#### [Problem details]
Whenever a line below mentions the word "Burgbergstraße", that line should be copied.

#### [Information provided]
▬▬▬▬▬▬

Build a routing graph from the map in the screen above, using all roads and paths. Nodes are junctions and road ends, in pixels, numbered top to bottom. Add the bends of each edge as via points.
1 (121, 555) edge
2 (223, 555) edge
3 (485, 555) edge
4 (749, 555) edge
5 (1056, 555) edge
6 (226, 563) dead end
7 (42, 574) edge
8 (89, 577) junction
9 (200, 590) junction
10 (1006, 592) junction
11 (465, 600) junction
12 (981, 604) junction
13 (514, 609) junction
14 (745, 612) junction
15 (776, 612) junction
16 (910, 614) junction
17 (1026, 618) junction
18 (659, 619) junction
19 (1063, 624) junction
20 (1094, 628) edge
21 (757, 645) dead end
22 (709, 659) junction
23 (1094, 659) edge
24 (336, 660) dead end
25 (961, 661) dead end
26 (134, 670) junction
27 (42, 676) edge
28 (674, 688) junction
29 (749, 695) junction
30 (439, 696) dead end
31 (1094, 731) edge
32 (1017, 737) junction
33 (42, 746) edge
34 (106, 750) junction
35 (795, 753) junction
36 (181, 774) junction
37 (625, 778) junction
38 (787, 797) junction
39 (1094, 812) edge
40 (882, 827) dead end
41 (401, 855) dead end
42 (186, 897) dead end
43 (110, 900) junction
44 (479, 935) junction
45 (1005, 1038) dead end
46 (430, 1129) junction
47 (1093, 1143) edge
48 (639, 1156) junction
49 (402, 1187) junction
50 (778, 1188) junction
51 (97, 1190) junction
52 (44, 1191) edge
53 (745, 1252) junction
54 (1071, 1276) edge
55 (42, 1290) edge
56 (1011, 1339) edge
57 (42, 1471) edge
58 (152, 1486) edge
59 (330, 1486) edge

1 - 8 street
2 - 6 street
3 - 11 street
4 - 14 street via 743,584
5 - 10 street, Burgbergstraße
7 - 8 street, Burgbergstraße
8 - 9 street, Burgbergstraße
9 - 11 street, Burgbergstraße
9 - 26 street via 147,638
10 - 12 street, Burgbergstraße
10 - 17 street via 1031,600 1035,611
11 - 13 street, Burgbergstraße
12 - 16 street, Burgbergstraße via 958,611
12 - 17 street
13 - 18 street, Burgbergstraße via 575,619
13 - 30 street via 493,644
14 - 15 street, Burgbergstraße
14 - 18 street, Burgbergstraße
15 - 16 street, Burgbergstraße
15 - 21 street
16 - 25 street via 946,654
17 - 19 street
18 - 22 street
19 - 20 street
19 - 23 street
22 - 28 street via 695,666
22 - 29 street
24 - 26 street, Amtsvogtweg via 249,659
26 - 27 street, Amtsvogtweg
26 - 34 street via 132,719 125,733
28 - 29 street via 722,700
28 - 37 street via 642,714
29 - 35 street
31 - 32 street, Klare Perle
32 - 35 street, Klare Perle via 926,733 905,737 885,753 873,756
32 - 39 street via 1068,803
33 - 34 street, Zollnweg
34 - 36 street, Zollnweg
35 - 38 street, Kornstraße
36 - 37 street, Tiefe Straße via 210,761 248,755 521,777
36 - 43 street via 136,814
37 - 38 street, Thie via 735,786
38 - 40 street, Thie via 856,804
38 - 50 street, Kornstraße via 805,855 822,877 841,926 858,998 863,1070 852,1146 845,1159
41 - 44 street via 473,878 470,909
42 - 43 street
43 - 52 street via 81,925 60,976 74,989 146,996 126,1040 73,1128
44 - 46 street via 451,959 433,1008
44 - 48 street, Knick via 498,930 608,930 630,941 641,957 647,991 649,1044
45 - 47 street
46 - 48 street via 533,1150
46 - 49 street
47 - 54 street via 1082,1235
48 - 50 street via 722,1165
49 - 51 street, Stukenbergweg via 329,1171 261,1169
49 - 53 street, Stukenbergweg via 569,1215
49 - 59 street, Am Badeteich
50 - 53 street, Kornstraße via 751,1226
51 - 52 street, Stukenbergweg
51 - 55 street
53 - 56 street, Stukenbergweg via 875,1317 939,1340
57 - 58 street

▬▬▬▬▬▬

#### [Exercise solution]
5 - 10 street, Burgbergstraße
7 - 8 street, Burgbergstraße
8 - 9 street, Burgbergstraße
9 - 11 street, Burgbergstraße
10 - 12 street, Burgbergstraße
11 - 13 street, Burgbergstraße
12 - 16 street, Burgbergstraße via 958,611
13 - 18 street, Burgbergstraße via 575,619
14 - 15 street, Burgbergstraße
14 - 18 street, Burgbergstraße
15 - 16 street, Burgbergstraße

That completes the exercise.